Mentre l’auto sguscia nelle curve dietro Buccino, pian piano il senso di abbandono pare risucchiare tutto. La strada cede il passo al rimpatrio della natura, la carreggiata si restringe, il silenzio – che è dolore - torna a regnare, le curve fendono, incerte, l’aspra roccia.
Romagnano al Monte è di certo il paese – dell’intero “cratere” – dove è più facile capire il danno sociale che il sisma dell’80 ha prodotto. La parte vecchia, abbandonata all’indomani del terremoto, è rimasta pressappoco come la lasciarono gli abitanti in fuga, ferita a morte e in perpetua agonia. A circa 2 km è sorta la “new town”, dove vivono oggi i circa 400 abitanti. Il nuovo paese ha pur esso un’aria sinistra, ma mitigata – almeno agli occhi del passante distratto – dagli infissi in alluminio anodizzato e dalle grondaie in plastica dura. Il vecchio paese è, di contro, un museo a cielo aperto. Un museo che non conserva reperti o tesori, ma senso di disperazione e ombre. Un museo dell’abbandono.

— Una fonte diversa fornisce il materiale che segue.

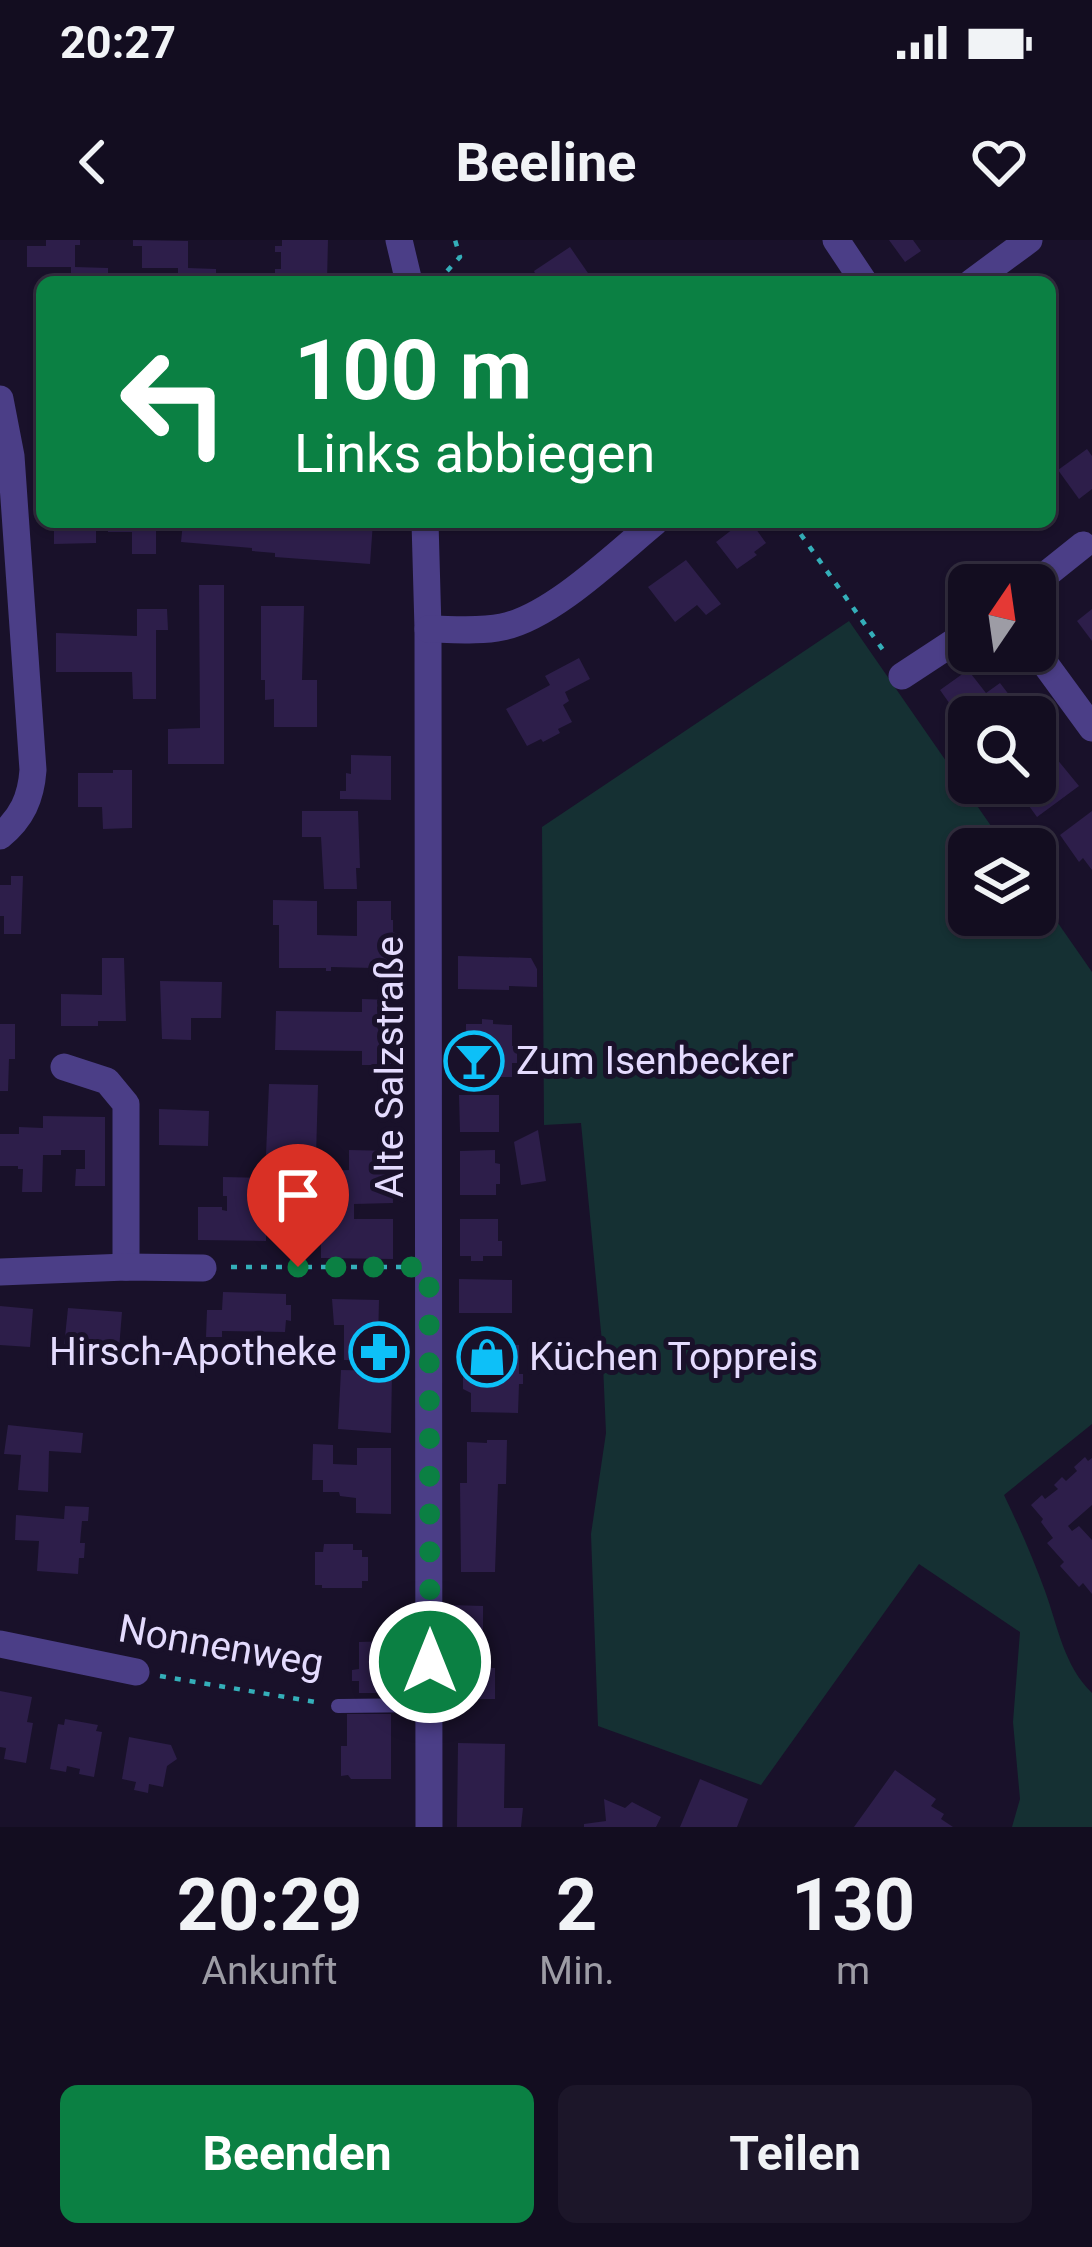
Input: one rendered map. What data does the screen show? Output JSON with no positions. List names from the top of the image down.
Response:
{
  "streets": {
    "street": ["Alte Salzstraße", "Nonnenweg"]
  },
  "crossings": [
    ["Alte Salzstraße", "Nonnenweg"]
  ],
  "places": {
    "bar": ["Zum Isenbecker"],
    "pharmacy": ["Hirsch-Apotheke"],
    "shop": ["Küchen Toppreis"]
  },
  "north": "top",
  "page": {
    "status": "20:27",
    "header": "Beeline",
    "turn": ["100 m", "Links abbiegen"],
    "eta": [
      "20:29",
      "Ankunft",
      "2",
      "Min.",
      "130",
      "m"
    ],
    "buttons": ["Beenden", "Teilen"]
  }
}
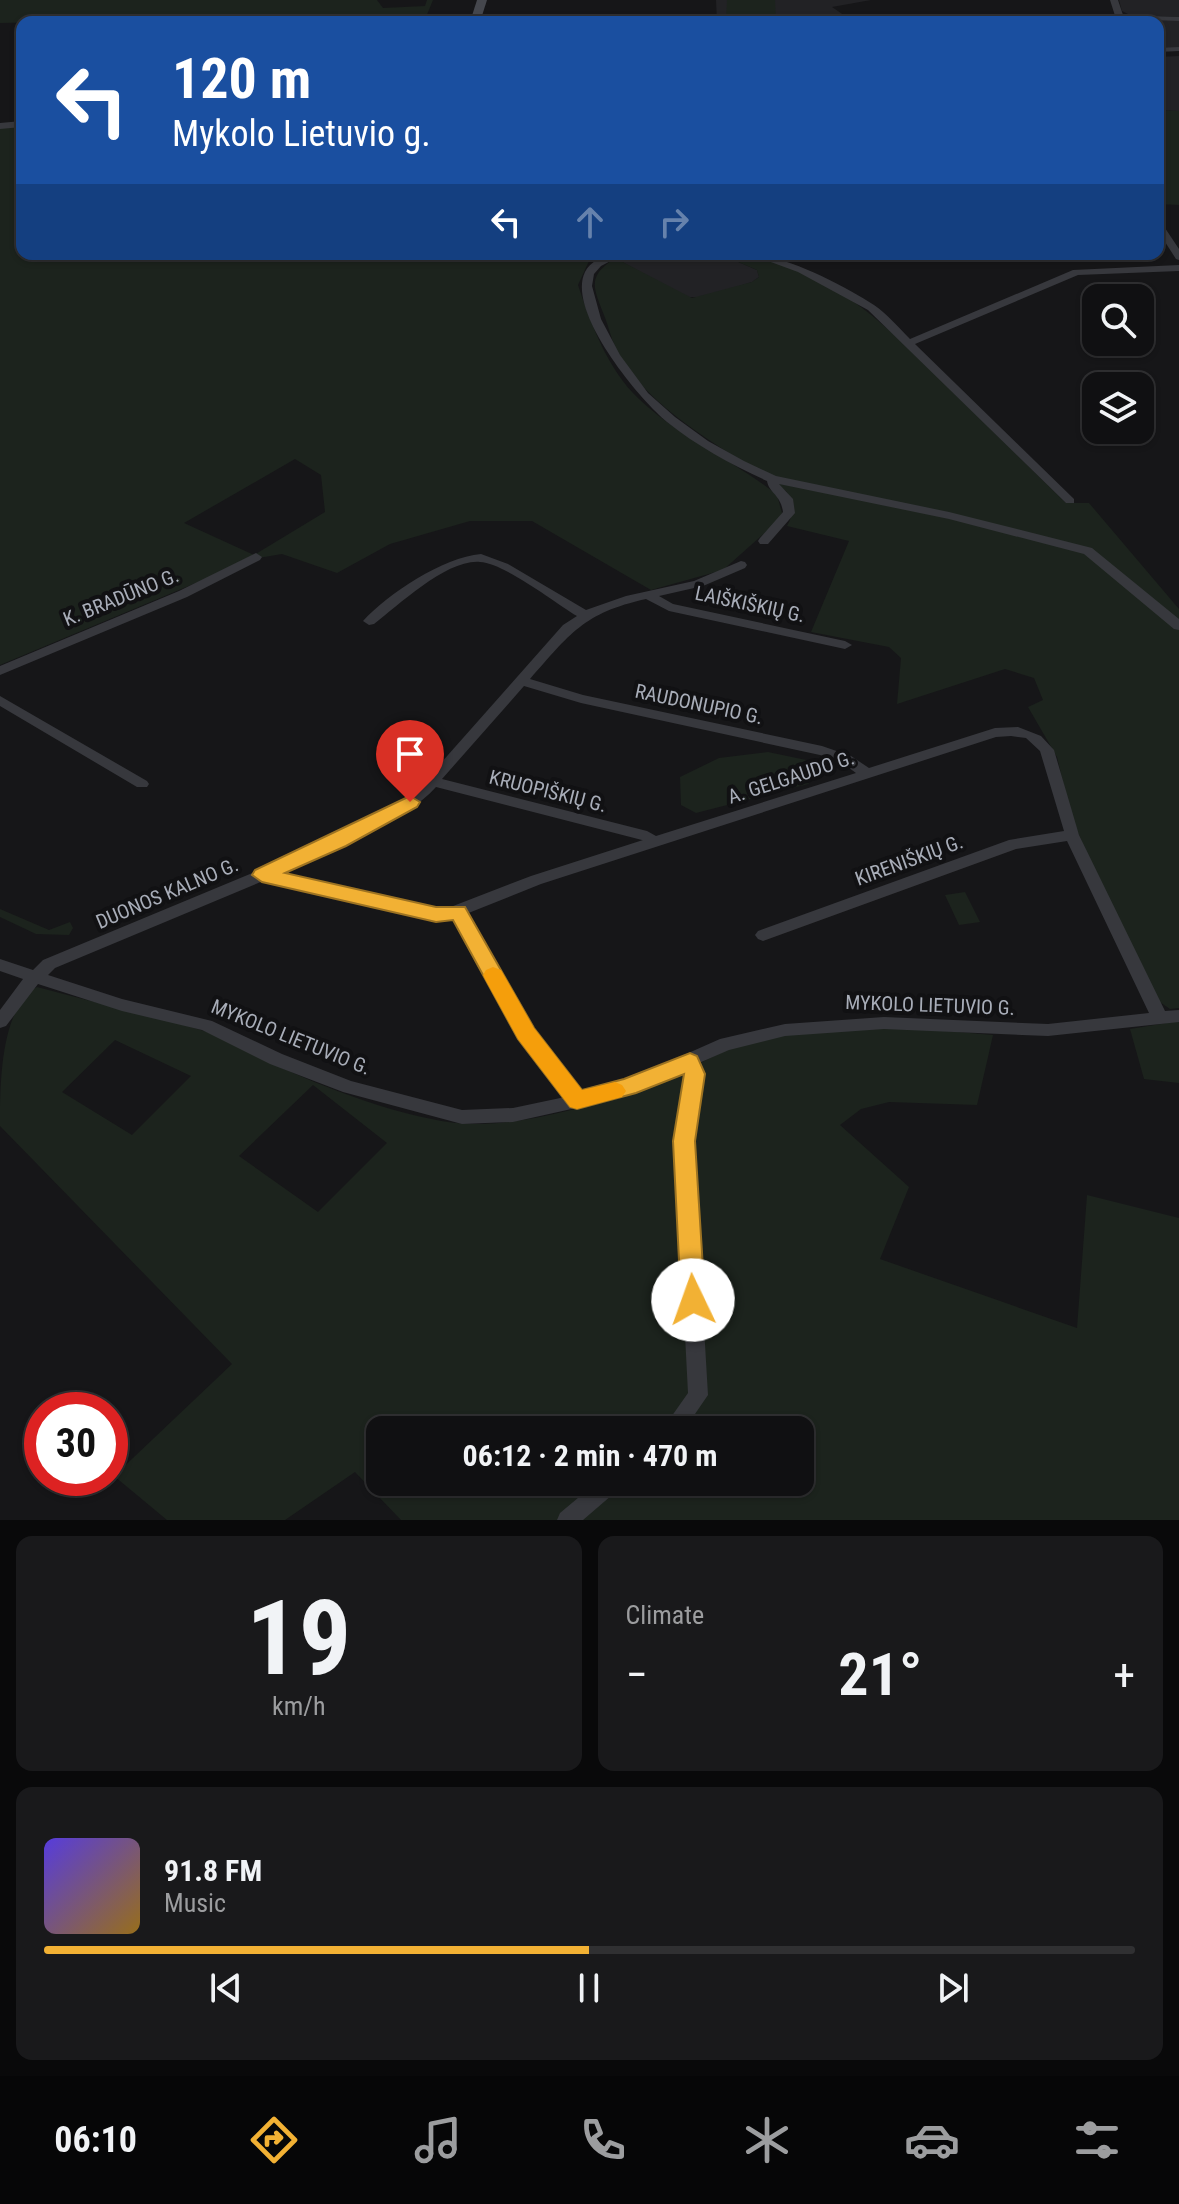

Chi vuole incontrare da vicino il terremoto non può non passare da qui, dove il tempo si è fermato una sera di novembre di 30 anni fa.
A Romagnano non è semplice arrivarci, ma la visita ripaga del viaggio. Un’atmosfera dolorosa e triste, a strapiombo su una rupe disperata: sembra che la terra a Romagnano non abbia mai smesso di tremare.